SOURCE DATA:
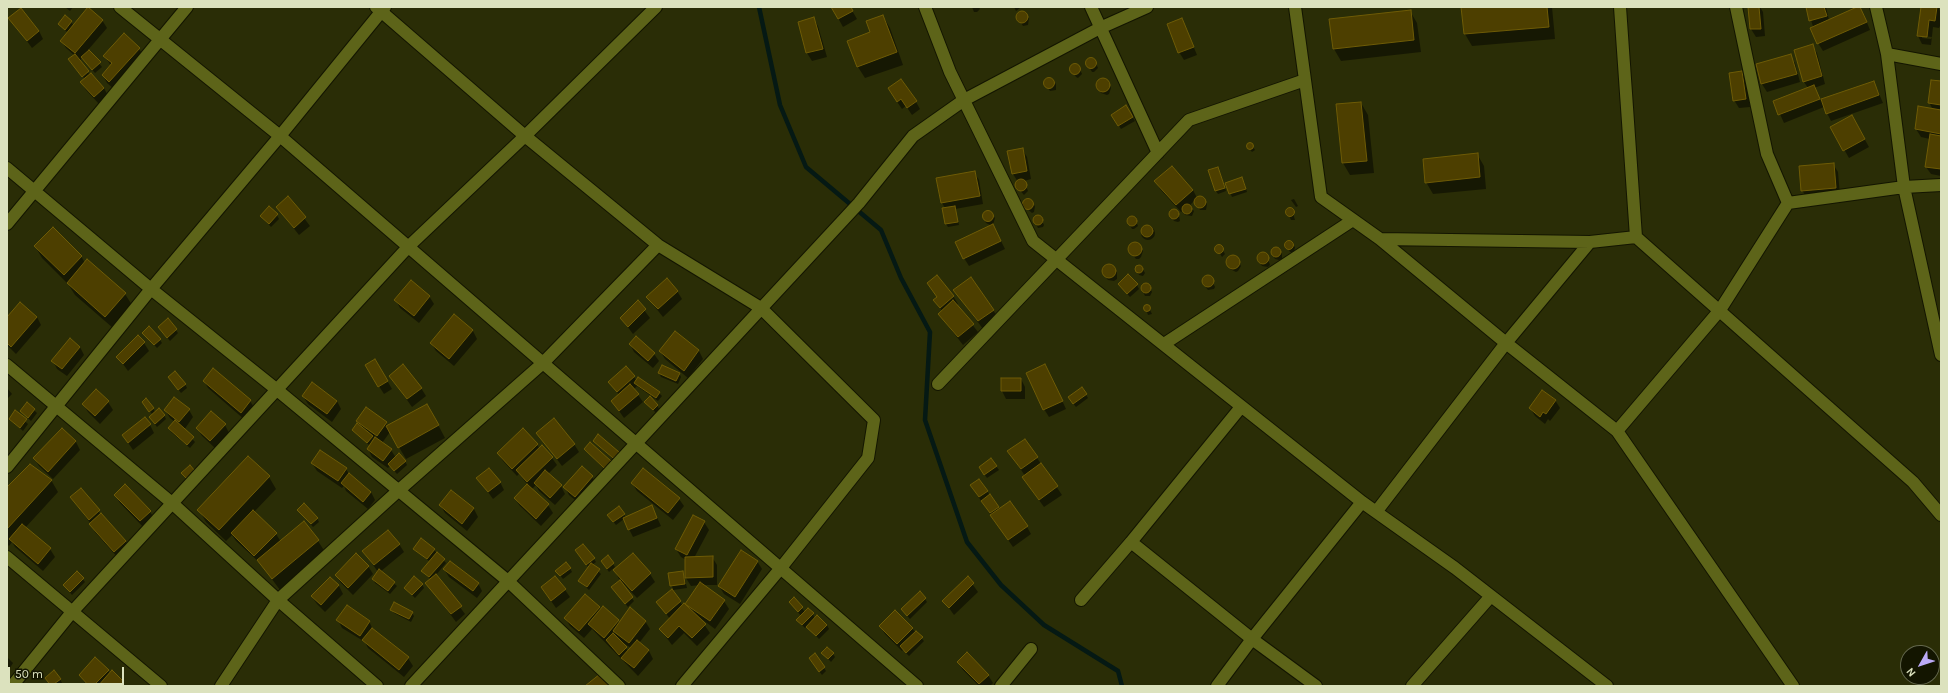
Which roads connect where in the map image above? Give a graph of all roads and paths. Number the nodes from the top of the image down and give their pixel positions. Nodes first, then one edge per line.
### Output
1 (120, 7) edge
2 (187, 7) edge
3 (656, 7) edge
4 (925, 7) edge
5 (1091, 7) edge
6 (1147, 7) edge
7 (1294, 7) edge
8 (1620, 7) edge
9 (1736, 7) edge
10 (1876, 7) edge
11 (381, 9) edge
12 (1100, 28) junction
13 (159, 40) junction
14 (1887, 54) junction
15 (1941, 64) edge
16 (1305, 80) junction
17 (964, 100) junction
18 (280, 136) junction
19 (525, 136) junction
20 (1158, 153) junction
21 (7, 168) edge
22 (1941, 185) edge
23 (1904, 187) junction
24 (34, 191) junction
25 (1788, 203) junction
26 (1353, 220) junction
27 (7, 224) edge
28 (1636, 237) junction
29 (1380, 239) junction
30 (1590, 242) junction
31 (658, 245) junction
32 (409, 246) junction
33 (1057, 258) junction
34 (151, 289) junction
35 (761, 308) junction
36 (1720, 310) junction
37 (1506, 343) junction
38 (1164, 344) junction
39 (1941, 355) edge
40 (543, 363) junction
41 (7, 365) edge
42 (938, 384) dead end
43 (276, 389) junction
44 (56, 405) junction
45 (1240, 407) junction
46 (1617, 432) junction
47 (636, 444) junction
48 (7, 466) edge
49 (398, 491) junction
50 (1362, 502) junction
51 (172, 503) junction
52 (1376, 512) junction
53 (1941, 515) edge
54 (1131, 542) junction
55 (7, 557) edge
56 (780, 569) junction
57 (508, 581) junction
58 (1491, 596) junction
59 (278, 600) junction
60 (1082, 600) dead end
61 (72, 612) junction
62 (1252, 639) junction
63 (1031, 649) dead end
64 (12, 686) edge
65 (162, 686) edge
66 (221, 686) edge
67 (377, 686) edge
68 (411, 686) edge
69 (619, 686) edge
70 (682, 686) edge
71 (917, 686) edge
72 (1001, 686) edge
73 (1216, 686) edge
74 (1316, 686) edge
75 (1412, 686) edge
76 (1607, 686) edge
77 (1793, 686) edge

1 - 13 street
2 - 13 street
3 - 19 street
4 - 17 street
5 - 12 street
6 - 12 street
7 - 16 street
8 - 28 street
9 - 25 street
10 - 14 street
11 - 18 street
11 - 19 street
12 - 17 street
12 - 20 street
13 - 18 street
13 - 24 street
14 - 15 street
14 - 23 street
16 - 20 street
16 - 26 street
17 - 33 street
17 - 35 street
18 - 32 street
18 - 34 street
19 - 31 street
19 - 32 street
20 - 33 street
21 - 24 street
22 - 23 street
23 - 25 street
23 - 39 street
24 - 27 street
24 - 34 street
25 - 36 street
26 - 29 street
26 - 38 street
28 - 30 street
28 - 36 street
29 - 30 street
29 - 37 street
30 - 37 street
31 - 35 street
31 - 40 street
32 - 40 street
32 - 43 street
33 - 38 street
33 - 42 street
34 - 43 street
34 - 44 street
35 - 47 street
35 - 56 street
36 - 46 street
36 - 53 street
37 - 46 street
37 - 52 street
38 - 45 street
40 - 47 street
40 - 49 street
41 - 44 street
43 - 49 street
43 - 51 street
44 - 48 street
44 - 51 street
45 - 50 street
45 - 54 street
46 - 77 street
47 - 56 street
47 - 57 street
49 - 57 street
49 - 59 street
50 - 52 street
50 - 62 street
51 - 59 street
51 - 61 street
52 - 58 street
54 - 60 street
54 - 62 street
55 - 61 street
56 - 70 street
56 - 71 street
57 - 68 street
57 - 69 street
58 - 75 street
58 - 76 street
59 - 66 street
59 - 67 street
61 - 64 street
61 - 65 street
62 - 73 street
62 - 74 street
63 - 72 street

EXERCISE AIM: Your copy should hold every record word for word and none of the pictures.

COMPLETED EXERCISE:
Which roads connect where in the map image above? Give a graph of all roads and paths. Number the nodes from the top of the image down and give their pixel positions. Nodes first, then one edge per line.
### Output
1 (120, 7) edge
2 (187, 7) edge
3 (656, 7) edge
4 (925, 7) edge
5 (1091, 7) edge
6 (1147, 7) edge
7 (1294, 7) edge
8 (1620, 7) edge
9 (1736, 7) edge
10 (1876, 7) edge
11 (381, 9) edge
12 (1100, 28) junction
13 (159, 40) junction
14 (1887, 54) junction
15 (1941, 64) edge
16 (1305, 80) junction
17 (964, 100) junction
18 (280, 136) junction
19 (525, 136) junction
20 (1158, 153) junction
21 (7, 168) edge
22 (1941, 185) edge
23 (1904, 187) junction
24 (34, 191) junction
25 (1788, 203) junction
26 (1353, 220) junction
27 (7, 224) edge
28 (1636, 237) junction
29 (1380, 239) junction
30 (1590, 242) junction
31 (658, 245) junction
32 (409, 246) junction
33 (1057, 258) junction
34 (151, 289) junction
35 (761, 308) junction
36 (1720, 310) junction
37 (1506, 343) junction
38 (1164, 344) junction
39 (1941, 355) edge
40 (543, 363) junction
41 (7, 365) edge
42 (938, 384) dead end
43 (276, 389) junction
44 (56, 405) junction
45 (1240, 407) junction
46 (1617, 432) junction
47 (636, 444) junction
48 (7, 466) edge
49 (398, 491) junction
50 (1362, 502) junction
51 (172, 503) junction
52 (1376, 512) junction
53 (1941, 515) edge
54 (1131, 542) junction
55 (7, 557) edge
56 (780, 569) junction
57 (508, 581) junction
58 (1491, 596) junction
59 (278, 600) junction
60 (1082, 600) dead end
61 (72, 612) junction
62 (1252, 639) junction
63 (1031, 649) dead end
64 (12, 686) edge
65 (162, 686) edge
66 (221, 686) edge
67 (377, 686) edge
68 (411, 686) edge
69 (619, 686) edge
70 (682, 686) edge
71 (917, 686) edge
72 (1001, 686) edge
73 (1216, 686) edge
74 (1316, 686) edge
75 (1412, 686) edge
76 (1607, 686) edge
77 (1793, 686) edge

1 - 13 street
2 - 13 street
3 - 19 street
4 - 17 street
5 - 12 street
6 - 12 street
7 - 16 street
8 - 28 street
9 - 25 street
10 - 14 street
11 - 18 street
11 - 19 street
12 - 17 street
12 - 20 street
13 - 18 street
13 - 24 street
14 - 15 street
14 - 23 street
16 - 20 street
16 - 26 street
17 - 33 street
17 - 35 street
18 - 32 street
18 - 34 street
19 - 31 street
19 - 32 street
20 - 33 street
21 - 24 street
22 - 23 street
23 - 25 street
23 - 39 street
24 - 27 street
24 - 34 street
25 - 36 street
26 - 29 street
26 - 38 street
28 - 30 street
28 - 36 street
29 - 30 street
29 - 37 street
30 - 37 street
31 - 35 street
31 - 40 street
32 - 40 street
32 - 43 street
33 - 38 street
33 - 42 street
34 - 43 street
34 - 44 street
35 - 47 street
35 - 56 street
36 - 46 street
36 - 53 street
37 - 46 street
37 - 52 street
38 - 45 street
40 - 47 street
40 - 49 street
41 - 44 street
43 - 49 street
43 - 51 street
44 - 48 street
44 - 51 street
45 - 50 street
45 - 54 street
46 - 77 street
47 - 56 street
47 - 57 street
49 - 57 street
49 - 59 street
50 - 52 street
50 - 62 street
51 - 59 street
51 - 61 street
52 - 58 street
54 - 60 street
54 - 62 street
55 - 61 street
56 - 70 street
56 - 71 street
57 - 68 street
57 - 69 street
58 - 75 street
58 - 76 street
59 - 66 street
59 - 67 street
61 - 64 street
61 - 65 street
62 - 73 street
62 - 74 street
63 - 72 street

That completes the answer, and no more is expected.